---------- PROVIDED RECORDS ----------
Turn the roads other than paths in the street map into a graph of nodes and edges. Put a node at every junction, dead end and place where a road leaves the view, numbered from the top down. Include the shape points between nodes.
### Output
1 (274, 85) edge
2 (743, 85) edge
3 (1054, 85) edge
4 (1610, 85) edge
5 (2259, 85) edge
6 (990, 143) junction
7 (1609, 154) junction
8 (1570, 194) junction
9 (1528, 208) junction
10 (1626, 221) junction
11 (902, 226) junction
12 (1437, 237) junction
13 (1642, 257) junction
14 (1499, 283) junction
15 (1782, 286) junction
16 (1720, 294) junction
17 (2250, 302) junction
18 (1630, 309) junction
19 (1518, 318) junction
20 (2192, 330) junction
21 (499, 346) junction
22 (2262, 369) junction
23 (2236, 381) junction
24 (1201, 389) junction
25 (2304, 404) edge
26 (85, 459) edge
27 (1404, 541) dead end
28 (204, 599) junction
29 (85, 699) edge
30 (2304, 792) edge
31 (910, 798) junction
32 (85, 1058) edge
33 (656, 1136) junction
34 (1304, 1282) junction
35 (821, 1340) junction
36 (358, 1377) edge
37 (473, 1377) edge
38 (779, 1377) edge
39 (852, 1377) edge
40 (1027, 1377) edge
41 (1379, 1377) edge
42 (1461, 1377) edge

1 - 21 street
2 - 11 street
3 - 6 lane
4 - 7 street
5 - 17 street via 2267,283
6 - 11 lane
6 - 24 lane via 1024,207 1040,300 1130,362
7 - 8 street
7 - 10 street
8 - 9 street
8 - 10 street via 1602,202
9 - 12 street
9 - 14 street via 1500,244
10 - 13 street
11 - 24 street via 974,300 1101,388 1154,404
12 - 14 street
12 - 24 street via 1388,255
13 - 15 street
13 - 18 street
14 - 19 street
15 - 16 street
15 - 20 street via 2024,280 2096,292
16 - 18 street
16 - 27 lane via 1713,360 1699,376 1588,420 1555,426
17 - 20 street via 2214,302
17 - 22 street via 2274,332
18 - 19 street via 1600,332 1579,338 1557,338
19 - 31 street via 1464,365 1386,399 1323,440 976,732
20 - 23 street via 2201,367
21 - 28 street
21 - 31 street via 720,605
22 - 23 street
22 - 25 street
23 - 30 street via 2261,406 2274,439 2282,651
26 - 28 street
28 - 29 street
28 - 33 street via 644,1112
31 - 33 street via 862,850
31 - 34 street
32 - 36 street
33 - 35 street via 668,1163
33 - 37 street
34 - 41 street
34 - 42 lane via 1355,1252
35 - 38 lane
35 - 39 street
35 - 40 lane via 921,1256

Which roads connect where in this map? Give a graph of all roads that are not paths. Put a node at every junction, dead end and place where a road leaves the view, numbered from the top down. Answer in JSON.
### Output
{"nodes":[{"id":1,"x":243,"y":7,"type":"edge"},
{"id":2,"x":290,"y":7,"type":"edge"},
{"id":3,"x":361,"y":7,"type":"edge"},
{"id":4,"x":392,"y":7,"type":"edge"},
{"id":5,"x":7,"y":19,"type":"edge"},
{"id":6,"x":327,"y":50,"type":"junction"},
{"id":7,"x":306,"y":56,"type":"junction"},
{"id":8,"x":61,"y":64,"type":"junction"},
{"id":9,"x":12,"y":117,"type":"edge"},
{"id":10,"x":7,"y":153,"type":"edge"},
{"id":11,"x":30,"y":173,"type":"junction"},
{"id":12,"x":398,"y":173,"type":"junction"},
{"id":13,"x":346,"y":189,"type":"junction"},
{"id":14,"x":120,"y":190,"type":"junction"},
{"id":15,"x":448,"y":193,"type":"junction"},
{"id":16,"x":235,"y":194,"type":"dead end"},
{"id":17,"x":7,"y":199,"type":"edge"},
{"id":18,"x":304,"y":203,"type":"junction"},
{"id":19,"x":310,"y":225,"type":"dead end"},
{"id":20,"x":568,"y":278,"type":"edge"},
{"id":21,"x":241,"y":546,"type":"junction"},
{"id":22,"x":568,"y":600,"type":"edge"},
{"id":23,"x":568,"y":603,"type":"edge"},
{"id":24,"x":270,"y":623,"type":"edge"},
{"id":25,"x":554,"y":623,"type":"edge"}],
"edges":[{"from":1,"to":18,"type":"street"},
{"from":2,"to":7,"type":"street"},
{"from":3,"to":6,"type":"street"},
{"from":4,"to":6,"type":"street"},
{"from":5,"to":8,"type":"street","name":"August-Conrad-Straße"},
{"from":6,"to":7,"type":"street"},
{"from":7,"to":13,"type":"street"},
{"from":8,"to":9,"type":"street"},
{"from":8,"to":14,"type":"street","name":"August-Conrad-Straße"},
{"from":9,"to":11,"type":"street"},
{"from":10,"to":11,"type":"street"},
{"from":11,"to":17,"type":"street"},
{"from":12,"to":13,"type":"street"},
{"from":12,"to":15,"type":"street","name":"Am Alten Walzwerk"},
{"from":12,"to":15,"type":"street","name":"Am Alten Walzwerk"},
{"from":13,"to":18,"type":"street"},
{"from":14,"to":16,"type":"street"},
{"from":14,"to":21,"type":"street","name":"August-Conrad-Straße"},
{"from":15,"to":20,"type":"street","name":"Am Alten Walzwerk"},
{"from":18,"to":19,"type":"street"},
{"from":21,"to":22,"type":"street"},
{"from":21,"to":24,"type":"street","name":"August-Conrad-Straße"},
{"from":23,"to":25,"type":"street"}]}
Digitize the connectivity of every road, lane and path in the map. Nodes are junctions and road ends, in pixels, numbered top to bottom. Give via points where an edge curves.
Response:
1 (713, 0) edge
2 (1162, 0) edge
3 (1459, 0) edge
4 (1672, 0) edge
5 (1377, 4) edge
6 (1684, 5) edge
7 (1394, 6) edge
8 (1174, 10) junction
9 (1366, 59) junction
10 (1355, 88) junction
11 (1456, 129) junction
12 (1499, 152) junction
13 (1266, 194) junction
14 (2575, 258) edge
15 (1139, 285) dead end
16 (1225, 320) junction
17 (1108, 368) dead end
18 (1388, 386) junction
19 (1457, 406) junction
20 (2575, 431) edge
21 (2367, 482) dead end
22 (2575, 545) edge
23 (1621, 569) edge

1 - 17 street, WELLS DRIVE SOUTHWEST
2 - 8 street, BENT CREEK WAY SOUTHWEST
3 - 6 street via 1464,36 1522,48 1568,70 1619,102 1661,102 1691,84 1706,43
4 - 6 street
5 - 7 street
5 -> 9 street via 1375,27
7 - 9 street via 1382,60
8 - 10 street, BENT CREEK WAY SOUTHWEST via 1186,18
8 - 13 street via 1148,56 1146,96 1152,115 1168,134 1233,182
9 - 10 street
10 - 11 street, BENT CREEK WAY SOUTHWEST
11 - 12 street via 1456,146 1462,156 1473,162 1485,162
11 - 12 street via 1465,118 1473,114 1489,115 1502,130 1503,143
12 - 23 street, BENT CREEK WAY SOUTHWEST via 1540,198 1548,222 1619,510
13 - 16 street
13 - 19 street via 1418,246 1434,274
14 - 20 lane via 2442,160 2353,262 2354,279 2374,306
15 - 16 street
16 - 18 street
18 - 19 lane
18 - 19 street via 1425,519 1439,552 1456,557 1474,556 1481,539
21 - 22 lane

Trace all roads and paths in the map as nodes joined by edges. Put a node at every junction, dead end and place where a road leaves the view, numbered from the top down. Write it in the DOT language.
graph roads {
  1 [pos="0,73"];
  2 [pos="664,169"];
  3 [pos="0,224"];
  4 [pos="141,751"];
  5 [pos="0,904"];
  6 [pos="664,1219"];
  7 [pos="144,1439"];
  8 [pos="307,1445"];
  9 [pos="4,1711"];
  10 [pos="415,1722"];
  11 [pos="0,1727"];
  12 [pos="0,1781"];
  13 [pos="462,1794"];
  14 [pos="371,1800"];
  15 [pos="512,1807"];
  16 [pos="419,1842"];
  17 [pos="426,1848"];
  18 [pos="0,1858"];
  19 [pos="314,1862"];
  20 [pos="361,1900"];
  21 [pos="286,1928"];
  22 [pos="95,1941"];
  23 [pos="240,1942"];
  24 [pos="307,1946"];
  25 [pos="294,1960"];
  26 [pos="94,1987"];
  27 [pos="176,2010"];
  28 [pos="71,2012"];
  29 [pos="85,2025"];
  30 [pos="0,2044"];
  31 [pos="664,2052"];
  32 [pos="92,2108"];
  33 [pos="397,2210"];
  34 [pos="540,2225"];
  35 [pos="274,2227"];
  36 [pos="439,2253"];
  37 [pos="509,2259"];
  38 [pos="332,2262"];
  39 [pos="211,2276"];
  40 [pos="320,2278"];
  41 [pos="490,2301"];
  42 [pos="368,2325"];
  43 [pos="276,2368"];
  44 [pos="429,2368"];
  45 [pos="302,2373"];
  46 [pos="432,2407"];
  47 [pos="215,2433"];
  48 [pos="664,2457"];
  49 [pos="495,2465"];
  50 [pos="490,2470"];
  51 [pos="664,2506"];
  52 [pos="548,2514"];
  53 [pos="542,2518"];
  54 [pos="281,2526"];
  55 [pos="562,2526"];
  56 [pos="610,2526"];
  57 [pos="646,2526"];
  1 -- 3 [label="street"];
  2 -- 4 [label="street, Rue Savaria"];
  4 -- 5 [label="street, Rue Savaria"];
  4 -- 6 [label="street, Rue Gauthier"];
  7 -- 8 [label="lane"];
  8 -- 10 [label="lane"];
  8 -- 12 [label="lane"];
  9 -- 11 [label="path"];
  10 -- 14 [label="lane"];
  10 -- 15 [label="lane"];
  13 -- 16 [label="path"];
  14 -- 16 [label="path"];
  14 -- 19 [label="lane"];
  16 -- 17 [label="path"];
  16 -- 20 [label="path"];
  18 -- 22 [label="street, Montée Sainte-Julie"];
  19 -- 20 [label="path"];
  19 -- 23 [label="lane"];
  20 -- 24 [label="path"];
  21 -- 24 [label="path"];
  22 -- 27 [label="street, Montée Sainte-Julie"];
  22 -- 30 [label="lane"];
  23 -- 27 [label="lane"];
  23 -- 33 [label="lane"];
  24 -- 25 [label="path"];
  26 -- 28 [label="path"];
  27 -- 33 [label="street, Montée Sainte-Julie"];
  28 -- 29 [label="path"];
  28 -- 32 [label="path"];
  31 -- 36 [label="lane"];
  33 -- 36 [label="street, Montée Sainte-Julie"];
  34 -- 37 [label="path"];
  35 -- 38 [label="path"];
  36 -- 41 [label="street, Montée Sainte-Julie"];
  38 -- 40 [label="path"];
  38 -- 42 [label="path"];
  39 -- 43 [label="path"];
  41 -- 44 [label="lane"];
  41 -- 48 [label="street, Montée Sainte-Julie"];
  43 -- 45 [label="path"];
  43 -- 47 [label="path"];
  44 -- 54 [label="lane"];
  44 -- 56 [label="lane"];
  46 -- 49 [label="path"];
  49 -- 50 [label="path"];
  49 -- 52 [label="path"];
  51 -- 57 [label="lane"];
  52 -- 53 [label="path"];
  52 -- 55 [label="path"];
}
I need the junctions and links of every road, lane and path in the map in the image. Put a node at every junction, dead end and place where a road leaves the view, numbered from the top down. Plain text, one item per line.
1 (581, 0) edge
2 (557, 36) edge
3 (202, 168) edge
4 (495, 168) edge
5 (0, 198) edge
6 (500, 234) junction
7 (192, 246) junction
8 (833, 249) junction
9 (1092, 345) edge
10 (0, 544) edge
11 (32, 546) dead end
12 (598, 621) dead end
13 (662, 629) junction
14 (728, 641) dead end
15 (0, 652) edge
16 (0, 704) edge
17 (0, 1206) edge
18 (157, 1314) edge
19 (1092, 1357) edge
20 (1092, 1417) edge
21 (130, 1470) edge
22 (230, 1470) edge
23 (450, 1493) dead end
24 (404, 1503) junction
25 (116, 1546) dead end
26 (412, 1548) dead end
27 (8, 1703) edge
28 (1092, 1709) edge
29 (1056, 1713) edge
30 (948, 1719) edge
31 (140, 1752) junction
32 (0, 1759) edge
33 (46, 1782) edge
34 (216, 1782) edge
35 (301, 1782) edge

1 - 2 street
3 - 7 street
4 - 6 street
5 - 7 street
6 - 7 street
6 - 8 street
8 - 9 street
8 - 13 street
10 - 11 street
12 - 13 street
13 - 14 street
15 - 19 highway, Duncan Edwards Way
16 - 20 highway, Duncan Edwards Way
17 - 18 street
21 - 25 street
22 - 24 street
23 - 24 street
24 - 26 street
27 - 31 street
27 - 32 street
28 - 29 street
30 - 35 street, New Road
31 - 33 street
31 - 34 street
----------
> [TASK OBJECTIVE]:
Working through the records, copy each line in which the word "BENT" appears.

> [OUTPUT BELOW]:
2 - 8 street, BENT CREEK WAY SOUTHWEST
8 - 10 street, BENT CREEK WAY SOUTHWEST via 1186,18
10 - 11 street, BENT CREEK WAY SOUTHWEST
12 - 23 street, BENT CREEK WAY SOUTHWEST via 1540,198 1548,222 1619,510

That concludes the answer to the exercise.